What the exercise asks: Below are some records; retype all of them exactly.

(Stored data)
/---
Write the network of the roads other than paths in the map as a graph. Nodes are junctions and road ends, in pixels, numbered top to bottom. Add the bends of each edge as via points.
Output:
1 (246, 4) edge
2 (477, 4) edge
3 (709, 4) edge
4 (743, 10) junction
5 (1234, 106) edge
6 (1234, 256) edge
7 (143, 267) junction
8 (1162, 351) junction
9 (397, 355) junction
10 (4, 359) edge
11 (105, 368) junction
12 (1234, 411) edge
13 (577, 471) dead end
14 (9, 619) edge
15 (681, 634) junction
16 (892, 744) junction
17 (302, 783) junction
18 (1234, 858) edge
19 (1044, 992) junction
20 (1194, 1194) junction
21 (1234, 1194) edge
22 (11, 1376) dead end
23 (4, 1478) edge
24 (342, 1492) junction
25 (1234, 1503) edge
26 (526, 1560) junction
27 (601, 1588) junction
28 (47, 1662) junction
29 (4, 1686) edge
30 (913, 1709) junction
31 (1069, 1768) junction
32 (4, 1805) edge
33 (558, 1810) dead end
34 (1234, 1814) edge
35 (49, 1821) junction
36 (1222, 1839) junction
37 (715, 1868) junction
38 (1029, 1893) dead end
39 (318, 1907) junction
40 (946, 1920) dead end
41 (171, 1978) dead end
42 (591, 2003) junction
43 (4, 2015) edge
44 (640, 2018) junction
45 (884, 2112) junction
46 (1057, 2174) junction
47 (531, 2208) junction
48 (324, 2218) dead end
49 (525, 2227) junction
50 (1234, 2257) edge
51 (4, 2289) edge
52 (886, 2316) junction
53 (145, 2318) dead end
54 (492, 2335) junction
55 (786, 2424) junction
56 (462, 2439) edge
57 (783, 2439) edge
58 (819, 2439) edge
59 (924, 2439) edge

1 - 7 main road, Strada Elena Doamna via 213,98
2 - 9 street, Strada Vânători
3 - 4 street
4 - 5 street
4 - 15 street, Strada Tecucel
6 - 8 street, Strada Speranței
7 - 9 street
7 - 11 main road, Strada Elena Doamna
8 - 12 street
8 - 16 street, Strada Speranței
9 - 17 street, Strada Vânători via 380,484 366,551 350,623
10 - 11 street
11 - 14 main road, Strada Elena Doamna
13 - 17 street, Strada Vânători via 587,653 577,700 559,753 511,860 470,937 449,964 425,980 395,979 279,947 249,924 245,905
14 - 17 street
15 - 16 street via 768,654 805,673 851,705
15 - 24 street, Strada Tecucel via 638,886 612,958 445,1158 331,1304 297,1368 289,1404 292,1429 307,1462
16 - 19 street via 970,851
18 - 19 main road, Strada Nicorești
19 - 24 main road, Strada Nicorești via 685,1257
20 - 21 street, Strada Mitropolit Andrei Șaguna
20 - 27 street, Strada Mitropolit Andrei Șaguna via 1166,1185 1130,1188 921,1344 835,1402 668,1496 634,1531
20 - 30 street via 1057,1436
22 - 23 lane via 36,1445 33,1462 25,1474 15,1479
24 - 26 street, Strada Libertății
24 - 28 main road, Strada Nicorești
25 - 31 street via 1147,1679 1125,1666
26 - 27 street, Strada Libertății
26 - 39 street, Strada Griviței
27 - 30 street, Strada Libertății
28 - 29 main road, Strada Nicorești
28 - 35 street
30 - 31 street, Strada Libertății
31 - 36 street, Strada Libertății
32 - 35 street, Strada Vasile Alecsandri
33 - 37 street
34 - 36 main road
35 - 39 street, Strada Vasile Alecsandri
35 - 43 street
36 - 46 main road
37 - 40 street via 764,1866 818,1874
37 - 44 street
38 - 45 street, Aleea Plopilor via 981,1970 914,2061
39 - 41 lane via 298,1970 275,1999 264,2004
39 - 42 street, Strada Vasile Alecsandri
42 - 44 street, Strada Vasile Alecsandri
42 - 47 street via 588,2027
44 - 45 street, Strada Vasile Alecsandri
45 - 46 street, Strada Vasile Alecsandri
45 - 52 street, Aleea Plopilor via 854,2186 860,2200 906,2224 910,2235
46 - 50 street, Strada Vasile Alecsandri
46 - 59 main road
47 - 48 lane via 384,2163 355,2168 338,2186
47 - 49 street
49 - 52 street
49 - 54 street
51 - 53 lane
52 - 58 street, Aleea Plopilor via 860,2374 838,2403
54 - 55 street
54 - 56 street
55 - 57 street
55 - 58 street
\---
Result of the task:
Write the network of the roads other than paths in the map as a graph. Nodes are junctions and road ends, in pixels, numbered top to bottom. Add the bends of each edge as via points.
Output:
1 (246, 4) edge
2 (477, 4) edge
3 (709, 4) edge
4 (743, 10) junction
5 (1234, 106) edge
6 (1234, 256) edge
7 (143, 267) junction
8 (1162, 351) junction
9 (397, 355) junction
10 (4, 359) edge
11 (105, 368) junction
12 (1234, 411) edge
13 (577, 471) dead end
14 (9, 619) edge
15 (681, 634) junction
16 (892, 744) junction
17 (302, 783) junction
18 (1234, 858) edge
19 (1044, 992) junction
20 (1194, 1194) junction
21 (1234, 1194) edge
22 (11, 1376) dead end
23 (4, 1478) edge
24 (342, 1492) junction
25 (1234, 1503) edge
26 (526, 1560) junction
27 (601, 1588) junction
28 (47, 1662) junction
29 (4, 1686) edge
30 (913, 1709) junction
31 (1069, 1768) junction
32 (4, 1805) edge
33 (558, 1810) dead end
34 (1234, 1814) edge
35 (49, 1821) junction
36 (1222, 1839) junction
37 (715, 1868) junction
38 (1029, 1893) dead end
39 (318, 1907) junction
40 (946, 1920) dead end
41 (171, 1978) dead end
42 (591, 2003) junction
43 (4, 2015) edge
44 (640, 2018) junction
45 (884, 2112) junction
46 (1057, 2174) junction
47 (531, 2208) junction
48 (324, 2218) dead end
49 (525, 2227) junction
50 (1234, 2257) edge
51 (4, 2289) edge
52 (886, 2316) junction
53 (145, 2318) dead end
54 (492, 2335) junction
55 (786, 2424) junction
56 (462, 2439) edge
57 (783, 2439) edge
58 (819, 2439) edge
59 (924, 2439) edge

1 - 7 main road, Strada Elena Doamna via 213,98
2 - 9 street, Strada Vânători
3 - 4 street
4 - 5 street
4 - 15 street, Strada Tecucel
6 - 8 street, Strada Speranței
7 - 9 street
7 - 11 main road, Strada Elena Doamna
8 - 12 street
8 - 16 street, Strada Speranței
9 - 17 street, Strada Vânători via 380,484 366,551 350,623
10 - 11 street
11 - 14 main road, Strada Elena Doamna
13 - 17 street, Strada Vânători via 587,653 577,700 559,753 511,860 470,937 449,964 425,980 395,979 279,947 249,924 245,905
14 - 17 street
15 - 16 street via 768,654 805,673 851,705
15 - 24 street, Strada Tecucel via 638,886 612,958 445,1158 331,1304 297,1368 289,1404 292,1429 307,1462
16 - 19 street via 970,851
18 - 19 main road, Strada Nicorești
19 - 24 main road, Strada Nicorești via 685,1257
20 - 21 street, Strada Mitropolit Andrei Șaguna
20 - 27 street, Strada Mitropolit Andrei Șaguna via 1166,1185 1130,1188 921,1344 835,1402 668,1496 634,1531
20 - 30 street via 1057,1436
22 - 23 lane via 36,1445 33,1462 25,1474 15,1479
24 - 26 street, Strada Libertății
24 - 28 main road, Strada Nicorești
25 - 31 street via 1147,1679 1125,1666
26 - 27 street, Strada Libertății
26 - 39 street, Strada Griviței
27 - 30 street, Strada Libertății
28 - 29 main road, Strada Nicorești
28 - 35 street
30 - 31 street, Strada Libertății
31 - 36 street, Strada Libertății
32 - 35 street, Strada Vasile Alecsandri
33 - 37 street
34 - 36 main road
35 - 39 street, Strada Vasile Alecsandri
35 - 43 street
36 - 46 main road
37 - 40 street via 764,1866 818,1874
37 - 44 street
38 - 45 street, Aleea Plopilor via 981,1970 914,2061
39 - 41 lane via 298,1970 275,1999 264,2004
39 - 42 street, Strada Vasile Alecsandri
42 - 44 street, Strada Vasile Alecsandri
42 - 47 street via 588,2027
44 - 45 street, Strada Vasile Alecsandri
45 - 46 street, Strada Vasile Alecsandri
45 - 52 street, Aleea Plopilor via 854,2186 860,2200 906,2224 910,2235
46 - 50 street, Strada Vasile Alecsandri
46 - 59 main road
47 - 48 lane via 384,2163 355,2168 338,2186
47 - 49 street
49 - 52 street
49 - 54 street
51 - 53 lane
52 - 58 street, Aleea Plopilor via 860,2374 838,2403
54 - 55 street
54 - 56 street
55 - 57 street
55 - 58 street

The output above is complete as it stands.